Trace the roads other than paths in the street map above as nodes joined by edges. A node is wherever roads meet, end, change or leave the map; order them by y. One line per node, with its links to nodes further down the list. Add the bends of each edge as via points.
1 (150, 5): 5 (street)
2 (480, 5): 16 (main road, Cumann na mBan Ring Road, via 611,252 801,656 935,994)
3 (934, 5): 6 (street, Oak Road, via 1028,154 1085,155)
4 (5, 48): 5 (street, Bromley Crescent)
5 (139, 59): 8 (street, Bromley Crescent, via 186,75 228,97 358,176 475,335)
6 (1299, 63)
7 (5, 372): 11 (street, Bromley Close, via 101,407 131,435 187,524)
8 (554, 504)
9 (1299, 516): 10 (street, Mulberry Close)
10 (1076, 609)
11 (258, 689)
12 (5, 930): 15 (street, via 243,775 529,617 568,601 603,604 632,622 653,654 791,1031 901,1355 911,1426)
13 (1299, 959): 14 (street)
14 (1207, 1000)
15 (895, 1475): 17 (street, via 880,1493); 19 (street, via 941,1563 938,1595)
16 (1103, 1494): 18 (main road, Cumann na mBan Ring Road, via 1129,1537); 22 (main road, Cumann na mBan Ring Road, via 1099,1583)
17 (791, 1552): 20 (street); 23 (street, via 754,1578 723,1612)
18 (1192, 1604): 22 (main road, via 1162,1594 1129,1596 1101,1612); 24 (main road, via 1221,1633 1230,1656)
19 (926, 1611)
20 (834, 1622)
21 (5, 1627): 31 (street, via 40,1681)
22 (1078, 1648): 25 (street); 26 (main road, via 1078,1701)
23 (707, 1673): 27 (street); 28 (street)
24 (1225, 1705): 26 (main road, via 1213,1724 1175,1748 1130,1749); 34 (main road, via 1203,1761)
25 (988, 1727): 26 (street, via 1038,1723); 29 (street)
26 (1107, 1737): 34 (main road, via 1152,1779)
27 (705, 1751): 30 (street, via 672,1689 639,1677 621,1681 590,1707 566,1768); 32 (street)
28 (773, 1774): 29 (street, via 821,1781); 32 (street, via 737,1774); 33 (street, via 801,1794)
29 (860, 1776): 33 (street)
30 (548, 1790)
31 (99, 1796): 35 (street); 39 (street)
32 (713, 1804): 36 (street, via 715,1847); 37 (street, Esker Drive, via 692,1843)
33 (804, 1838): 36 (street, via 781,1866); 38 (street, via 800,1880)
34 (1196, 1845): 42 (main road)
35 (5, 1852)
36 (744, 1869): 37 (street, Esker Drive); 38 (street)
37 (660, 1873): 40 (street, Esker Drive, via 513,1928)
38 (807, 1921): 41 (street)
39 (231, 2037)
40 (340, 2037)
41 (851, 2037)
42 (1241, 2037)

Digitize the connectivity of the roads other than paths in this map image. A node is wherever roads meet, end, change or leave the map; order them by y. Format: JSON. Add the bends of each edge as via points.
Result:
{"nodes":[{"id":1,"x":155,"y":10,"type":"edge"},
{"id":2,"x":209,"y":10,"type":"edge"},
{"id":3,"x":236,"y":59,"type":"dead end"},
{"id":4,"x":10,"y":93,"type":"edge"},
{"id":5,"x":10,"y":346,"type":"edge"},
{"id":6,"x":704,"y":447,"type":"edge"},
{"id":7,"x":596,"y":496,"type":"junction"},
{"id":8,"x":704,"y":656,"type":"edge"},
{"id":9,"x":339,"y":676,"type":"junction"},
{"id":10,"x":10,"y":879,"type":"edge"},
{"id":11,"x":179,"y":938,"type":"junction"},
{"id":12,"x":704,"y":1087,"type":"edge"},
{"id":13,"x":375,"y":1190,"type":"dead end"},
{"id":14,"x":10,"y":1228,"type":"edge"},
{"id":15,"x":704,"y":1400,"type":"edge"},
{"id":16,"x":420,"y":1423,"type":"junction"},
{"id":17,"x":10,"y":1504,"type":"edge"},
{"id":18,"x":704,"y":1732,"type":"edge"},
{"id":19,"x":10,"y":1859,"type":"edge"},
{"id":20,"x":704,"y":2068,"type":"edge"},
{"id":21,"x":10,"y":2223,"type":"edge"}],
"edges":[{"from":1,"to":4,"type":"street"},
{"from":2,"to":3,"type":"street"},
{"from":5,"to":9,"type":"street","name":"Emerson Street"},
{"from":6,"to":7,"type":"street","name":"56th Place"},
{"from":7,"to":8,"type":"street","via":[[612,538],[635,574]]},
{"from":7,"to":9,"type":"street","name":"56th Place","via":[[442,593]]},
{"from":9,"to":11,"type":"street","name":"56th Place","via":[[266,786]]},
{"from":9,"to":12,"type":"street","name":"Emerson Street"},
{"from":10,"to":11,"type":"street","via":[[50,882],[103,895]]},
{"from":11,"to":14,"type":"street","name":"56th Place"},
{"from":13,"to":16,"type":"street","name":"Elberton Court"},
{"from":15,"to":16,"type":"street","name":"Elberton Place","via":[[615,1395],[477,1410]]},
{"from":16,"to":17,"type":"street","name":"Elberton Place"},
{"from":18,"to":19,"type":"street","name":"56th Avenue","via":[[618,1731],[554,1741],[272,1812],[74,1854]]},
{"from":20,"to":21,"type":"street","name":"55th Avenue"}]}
● ● ● ● ●
Using the data above, copy each line that contains "Esker".

-- WRITTEN SOLUTION --
32 (713, 1804): 36 (street, via 715,1847); 37 (street, Esker Drive, via 692,1843)
36 (744, 1869): 37 (street, Esker Drive); 38 (street)
37 (660, 1873): 40 (street, Esker Drive, via 513,1928)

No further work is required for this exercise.